Dataset entries
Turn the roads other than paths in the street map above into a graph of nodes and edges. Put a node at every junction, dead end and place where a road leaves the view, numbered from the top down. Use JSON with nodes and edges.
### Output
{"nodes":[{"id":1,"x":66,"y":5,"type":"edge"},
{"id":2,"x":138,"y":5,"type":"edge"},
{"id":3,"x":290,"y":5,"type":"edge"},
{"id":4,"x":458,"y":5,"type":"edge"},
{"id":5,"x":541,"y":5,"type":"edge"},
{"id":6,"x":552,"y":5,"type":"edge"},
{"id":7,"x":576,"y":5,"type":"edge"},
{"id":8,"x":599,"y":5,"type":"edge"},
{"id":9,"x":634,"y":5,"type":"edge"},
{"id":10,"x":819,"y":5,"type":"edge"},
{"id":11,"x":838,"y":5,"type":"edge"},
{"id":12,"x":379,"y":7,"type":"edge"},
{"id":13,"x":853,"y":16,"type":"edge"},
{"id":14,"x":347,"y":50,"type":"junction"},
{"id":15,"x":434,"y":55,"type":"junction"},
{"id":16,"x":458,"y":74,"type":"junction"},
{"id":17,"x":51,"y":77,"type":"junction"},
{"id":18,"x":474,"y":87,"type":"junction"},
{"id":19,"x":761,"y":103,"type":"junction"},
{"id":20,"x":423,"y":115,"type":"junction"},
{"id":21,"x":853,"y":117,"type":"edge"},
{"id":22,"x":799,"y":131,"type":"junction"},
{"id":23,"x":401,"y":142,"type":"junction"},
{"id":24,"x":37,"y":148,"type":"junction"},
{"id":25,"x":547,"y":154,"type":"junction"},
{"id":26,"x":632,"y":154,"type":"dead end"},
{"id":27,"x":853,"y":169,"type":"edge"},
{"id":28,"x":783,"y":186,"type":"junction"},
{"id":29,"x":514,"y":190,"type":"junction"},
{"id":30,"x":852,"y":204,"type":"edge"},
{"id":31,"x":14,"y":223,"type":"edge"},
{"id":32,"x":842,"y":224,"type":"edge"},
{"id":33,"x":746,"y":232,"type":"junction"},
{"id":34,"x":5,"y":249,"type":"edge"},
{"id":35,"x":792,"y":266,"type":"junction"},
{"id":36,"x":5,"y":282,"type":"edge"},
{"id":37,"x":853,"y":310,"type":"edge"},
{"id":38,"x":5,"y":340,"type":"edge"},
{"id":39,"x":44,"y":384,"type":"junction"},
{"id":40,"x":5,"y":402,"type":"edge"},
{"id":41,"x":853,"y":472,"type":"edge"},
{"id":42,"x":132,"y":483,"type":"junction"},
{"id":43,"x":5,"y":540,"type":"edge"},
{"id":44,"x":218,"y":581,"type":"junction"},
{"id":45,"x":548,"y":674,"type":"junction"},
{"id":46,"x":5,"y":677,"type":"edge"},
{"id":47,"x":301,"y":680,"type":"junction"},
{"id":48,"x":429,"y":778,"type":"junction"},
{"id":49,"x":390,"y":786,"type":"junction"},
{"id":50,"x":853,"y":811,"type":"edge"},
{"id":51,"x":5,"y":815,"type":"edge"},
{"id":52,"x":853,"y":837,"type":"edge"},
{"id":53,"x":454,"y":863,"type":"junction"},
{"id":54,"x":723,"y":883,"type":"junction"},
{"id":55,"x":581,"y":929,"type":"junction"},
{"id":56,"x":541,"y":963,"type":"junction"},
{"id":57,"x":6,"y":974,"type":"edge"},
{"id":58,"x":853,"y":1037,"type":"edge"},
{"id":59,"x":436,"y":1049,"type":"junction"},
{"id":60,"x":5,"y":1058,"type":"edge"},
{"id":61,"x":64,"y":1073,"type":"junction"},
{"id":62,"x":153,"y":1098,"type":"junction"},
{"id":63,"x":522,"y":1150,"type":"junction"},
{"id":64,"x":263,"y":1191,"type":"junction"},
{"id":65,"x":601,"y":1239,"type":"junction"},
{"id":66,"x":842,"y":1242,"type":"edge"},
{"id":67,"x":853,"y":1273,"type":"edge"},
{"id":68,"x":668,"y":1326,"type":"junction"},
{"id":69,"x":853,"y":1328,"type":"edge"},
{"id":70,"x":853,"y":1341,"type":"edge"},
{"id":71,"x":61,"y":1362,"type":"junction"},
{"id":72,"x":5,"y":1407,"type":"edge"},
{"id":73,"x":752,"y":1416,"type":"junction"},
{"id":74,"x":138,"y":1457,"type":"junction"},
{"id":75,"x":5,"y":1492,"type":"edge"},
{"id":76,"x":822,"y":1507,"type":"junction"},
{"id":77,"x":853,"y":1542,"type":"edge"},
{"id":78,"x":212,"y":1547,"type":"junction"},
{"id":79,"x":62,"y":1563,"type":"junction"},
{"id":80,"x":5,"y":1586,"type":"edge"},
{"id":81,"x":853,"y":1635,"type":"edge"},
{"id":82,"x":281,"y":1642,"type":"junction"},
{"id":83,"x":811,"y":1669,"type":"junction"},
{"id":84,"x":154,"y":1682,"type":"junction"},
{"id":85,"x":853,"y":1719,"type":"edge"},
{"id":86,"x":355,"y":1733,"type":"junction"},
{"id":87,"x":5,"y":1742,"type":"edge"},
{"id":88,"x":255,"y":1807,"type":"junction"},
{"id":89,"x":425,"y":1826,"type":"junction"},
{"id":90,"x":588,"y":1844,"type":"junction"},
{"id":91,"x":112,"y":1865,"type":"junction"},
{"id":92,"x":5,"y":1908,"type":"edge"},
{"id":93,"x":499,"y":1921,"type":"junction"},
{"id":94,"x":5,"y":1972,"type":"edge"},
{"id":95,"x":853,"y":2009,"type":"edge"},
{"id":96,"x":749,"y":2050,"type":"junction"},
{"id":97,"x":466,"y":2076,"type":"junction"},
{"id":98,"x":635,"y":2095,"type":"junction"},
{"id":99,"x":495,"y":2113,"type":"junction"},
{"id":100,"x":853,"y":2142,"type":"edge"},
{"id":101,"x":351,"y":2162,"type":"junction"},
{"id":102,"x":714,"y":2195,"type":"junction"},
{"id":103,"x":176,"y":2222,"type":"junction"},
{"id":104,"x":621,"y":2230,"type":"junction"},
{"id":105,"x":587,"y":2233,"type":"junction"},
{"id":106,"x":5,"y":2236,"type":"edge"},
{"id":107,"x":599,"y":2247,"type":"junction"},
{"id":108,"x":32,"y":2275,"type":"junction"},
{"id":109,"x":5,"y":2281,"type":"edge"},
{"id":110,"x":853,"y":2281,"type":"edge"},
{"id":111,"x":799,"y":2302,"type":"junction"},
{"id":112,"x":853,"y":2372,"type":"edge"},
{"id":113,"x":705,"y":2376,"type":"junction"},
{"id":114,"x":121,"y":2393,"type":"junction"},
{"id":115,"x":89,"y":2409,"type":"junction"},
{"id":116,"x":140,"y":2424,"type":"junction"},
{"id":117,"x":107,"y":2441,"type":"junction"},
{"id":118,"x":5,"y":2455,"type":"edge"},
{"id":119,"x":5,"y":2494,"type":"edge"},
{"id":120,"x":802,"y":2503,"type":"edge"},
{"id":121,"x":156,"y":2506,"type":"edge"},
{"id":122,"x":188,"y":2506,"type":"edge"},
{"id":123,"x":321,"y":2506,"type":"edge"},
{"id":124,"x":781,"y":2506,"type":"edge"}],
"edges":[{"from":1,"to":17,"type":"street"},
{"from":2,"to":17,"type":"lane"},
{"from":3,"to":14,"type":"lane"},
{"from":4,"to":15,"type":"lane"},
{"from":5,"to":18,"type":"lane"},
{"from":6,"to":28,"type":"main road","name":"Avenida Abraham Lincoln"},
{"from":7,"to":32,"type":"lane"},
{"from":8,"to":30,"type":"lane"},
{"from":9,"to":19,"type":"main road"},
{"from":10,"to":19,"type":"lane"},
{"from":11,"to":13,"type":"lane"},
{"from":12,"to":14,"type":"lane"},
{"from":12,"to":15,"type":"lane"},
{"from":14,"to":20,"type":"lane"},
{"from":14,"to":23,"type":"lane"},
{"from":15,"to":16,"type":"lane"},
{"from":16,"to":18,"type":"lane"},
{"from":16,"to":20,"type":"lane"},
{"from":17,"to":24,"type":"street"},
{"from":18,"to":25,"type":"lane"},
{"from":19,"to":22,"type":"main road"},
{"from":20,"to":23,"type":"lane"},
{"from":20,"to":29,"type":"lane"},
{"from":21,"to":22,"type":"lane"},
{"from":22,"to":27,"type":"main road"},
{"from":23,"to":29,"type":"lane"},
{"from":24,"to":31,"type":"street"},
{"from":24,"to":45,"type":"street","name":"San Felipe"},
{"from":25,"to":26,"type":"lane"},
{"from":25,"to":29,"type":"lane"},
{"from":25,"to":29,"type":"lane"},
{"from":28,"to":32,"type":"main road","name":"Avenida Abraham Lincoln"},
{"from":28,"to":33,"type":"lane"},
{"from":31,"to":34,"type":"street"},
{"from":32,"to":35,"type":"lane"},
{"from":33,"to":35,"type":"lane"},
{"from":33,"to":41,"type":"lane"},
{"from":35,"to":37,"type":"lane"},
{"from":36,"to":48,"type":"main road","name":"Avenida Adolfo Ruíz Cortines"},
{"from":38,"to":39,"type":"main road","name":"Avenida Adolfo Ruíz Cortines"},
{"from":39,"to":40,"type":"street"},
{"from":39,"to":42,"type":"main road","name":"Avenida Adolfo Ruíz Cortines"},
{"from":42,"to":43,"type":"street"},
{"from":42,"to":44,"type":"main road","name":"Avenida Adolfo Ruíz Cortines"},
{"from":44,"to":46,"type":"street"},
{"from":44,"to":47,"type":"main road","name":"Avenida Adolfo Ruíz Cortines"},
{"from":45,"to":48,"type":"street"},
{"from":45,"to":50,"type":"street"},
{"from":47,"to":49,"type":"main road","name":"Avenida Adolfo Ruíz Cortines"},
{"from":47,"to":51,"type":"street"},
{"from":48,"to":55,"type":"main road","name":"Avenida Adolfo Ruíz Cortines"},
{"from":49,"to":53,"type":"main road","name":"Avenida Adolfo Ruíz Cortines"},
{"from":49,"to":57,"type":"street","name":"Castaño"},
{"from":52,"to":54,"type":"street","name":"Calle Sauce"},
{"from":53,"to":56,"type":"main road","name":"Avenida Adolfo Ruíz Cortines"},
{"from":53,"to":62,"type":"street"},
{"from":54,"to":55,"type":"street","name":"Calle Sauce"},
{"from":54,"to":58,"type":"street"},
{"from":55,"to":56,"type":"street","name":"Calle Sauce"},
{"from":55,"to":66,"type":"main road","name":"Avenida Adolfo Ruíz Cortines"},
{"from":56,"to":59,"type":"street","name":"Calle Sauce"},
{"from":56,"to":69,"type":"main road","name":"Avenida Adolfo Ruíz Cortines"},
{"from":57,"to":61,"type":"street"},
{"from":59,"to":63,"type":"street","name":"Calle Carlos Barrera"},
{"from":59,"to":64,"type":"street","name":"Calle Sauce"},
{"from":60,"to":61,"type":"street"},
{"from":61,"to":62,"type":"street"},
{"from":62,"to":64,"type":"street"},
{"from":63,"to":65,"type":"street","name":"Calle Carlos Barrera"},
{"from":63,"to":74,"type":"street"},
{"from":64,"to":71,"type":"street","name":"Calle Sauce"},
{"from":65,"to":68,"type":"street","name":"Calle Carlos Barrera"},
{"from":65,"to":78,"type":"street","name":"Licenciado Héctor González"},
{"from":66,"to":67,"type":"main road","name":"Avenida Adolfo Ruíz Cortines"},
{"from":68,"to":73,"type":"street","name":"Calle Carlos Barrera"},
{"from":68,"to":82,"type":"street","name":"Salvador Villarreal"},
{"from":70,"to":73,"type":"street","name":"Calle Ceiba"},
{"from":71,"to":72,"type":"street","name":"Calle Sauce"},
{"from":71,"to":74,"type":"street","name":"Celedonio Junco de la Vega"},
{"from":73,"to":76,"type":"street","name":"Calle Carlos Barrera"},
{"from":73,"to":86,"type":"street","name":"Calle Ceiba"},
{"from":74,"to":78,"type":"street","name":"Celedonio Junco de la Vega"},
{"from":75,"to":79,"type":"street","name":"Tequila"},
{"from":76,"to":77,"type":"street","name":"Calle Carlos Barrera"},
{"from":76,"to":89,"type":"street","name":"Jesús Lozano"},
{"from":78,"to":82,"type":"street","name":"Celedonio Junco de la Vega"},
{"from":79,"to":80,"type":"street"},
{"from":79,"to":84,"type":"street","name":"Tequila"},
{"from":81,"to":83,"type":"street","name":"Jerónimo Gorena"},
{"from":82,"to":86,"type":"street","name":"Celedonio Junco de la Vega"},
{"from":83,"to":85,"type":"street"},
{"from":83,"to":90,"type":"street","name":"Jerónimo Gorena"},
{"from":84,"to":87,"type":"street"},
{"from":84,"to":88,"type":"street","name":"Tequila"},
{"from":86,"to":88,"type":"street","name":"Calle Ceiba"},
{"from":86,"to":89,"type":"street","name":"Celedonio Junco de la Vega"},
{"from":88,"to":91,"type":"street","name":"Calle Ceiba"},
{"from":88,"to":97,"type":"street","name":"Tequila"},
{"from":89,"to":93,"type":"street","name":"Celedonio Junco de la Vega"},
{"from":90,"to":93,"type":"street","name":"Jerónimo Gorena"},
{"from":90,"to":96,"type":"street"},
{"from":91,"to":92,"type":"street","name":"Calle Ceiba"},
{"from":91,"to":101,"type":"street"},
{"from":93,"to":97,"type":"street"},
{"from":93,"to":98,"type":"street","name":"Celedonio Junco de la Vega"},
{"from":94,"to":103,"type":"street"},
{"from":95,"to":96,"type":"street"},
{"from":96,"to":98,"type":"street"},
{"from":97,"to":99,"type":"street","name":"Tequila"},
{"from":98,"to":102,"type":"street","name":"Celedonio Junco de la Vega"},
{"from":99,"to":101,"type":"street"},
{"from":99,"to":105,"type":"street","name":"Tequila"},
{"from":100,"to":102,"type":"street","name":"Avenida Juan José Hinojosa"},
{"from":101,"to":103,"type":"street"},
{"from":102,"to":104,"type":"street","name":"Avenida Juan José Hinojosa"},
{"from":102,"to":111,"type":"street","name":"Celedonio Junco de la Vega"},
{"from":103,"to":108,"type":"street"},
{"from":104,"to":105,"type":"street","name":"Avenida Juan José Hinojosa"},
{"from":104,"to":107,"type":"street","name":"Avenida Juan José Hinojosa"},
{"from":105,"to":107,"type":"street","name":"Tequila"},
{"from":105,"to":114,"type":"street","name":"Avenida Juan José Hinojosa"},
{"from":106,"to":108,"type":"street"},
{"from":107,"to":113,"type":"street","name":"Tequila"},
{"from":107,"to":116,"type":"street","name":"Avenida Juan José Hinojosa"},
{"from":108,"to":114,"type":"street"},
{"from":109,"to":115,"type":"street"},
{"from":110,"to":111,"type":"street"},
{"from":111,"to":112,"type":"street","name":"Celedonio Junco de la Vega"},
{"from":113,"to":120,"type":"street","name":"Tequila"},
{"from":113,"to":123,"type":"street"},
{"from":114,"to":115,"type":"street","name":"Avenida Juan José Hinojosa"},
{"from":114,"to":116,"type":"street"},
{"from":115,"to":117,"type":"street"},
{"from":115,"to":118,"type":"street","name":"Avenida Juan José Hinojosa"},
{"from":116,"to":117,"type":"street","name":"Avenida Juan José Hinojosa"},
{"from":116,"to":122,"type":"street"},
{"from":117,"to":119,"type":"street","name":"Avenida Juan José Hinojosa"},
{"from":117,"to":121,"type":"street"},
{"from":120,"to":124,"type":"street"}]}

— Instructions to follow —
The lines that mention the word "nodes" should be pulled from the records above.

— Solution to this problem —
Turn the roads other than paths in the street map above into a graph of nodes and edges. Put a node at every junction, dead end and place where a road leaves the view, numbered from the top down. Use JSON with nodes and edges.
{"nodes":[{"id":1,"x":66,"y":5,"type":"edge"},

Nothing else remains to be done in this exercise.